Data for this task START
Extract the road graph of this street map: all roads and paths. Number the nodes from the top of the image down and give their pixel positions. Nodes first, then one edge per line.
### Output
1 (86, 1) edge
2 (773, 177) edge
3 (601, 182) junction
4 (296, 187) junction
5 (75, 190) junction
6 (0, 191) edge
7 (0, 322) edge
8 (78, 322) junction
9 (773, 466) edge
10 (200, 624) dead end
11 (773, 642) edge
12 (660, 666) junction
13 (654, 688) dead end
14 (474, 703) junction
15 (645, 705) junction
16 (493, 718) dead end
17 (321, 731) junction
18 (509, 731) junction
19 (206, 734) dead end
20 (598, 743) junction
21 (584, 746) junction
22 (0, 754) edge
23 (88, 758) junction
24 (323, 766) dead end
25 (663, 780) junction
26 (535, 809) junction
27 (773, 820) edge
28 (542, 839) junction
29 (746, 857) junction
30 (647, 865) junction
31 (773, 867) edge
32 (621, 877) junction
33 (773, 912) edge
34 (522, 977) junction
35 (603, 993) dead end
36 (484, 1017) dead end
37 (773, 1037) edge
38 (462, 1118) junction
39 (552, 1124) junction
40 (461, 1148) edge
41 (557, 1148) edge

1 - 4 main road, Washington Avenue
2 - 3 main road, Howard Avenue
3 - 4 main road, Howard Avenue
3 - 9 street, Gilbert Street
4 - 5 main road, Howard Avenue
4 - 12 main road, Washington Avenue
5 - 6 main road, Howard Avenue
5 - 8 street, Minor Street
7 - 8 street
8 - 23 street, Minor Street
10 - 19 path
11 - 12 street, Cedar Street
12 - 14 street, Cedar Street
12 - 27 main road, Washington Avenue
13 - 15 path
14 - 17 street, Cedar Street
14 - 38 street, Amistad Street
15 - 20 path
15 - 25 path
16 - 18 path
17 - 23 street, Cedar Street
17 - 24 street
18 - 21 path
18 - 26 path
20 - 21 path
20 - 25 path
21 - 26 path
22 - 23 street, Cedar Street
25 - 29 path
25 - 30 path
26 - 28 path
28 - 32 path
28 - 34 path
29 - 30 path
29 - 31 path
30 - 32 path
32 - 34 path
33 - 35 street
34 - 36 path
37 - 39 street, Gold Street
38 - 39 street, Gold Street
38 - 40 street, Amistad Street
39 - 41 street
Data for this task END
▶ _Exercise_:
Copy all of the data. Keep every word exactly as it is.

▶ _Result of the task_:
Extract the road graph of this street map: all roads and paths. Number the nodes from the top of the image down and give their pixel positions. Nodes first, then one edge per line.
### Output
1 (86, 1) edge
2 (773, 177) edge
3 (601, 182) junction
4 (296, 187) junction
5 (75, 190) junction
6 (0, 191) edge
7 (0, 322) edge
8 (78, 322) junction
9 (773, 466) edge
10 (200, 624) dead end
11 (773, 642) edge
12 (660, 666) junction
13 (654, 688) dead end
14 (474, 703) junction
15 (645, 705) junction
16 (493, 718) dead end
17 (321, 731) junction
18 (509, 731) junction
19 (206, 734) dead end
20 (598, 743) junction
21 (584, 746) junction
22 (0, 754) edge
23 (88, 758) junction
24 (323, 766) dead end
25 (663, 780) junction
26 (535, 809) junction
27 (773, 820) edge
28 (542, 839) junction
29 (746, 857) junction
30 (647, 865) junction
31 (773, 867) edge
32 (621, 877) junction
33 (773, 912) edge
34 (522, 977) junction
35 (603, 993) dead end
36 (484, 1017) dead end
37 (773, 1037) edge
38 (462, 1118) junction
39 (552, 1124) junction
40 (461, 1148) edge
41 (557, 1148) edge

1 - 4 main road, Washington Avenue
2 - 3 main road, Howard Avenue
3 - 4 main road, Howard Avenue
3 - 9 street, Gilbert Street
4 - 5 main road, Howard Avenue
4 - 12 main road, Washington Avenue
5 - 6 main road, Howard Avenue
5 - 8 street, Minor Street
7 - 8 street
8 - 23 street, Minor Street
10 - 19 path
11 - 12 street, Cedar Street
12 - 14 street, Cedar Street
12 - 27 main road, Washington Avenue
13 - 15 path
14 - 17 street, Cedar Street
14 - 38 street, Amistad Street
15 - 20 path
15 - 25 path
16 - 18 path
17 - 23 street, Cedar Street
17 - 24 street
18 - 21 path
18 - 26 path
20 - 21 path
20 - 25 path
21 - 26 path
22 - 23 street, Cedar Street
25 - 29 path
25 - 30 path
26 - 28 path
28 - 32 path
28 - 34 path
29 - 30 path
29 - 31 path
30 - 32 path
32 - 34 path
33 - 35 street
34 - 36 path
37 - 39 street, Gold Street
38 - 39 street, Gold Street
38 - 40 street, Amistad Street
39 - 41 street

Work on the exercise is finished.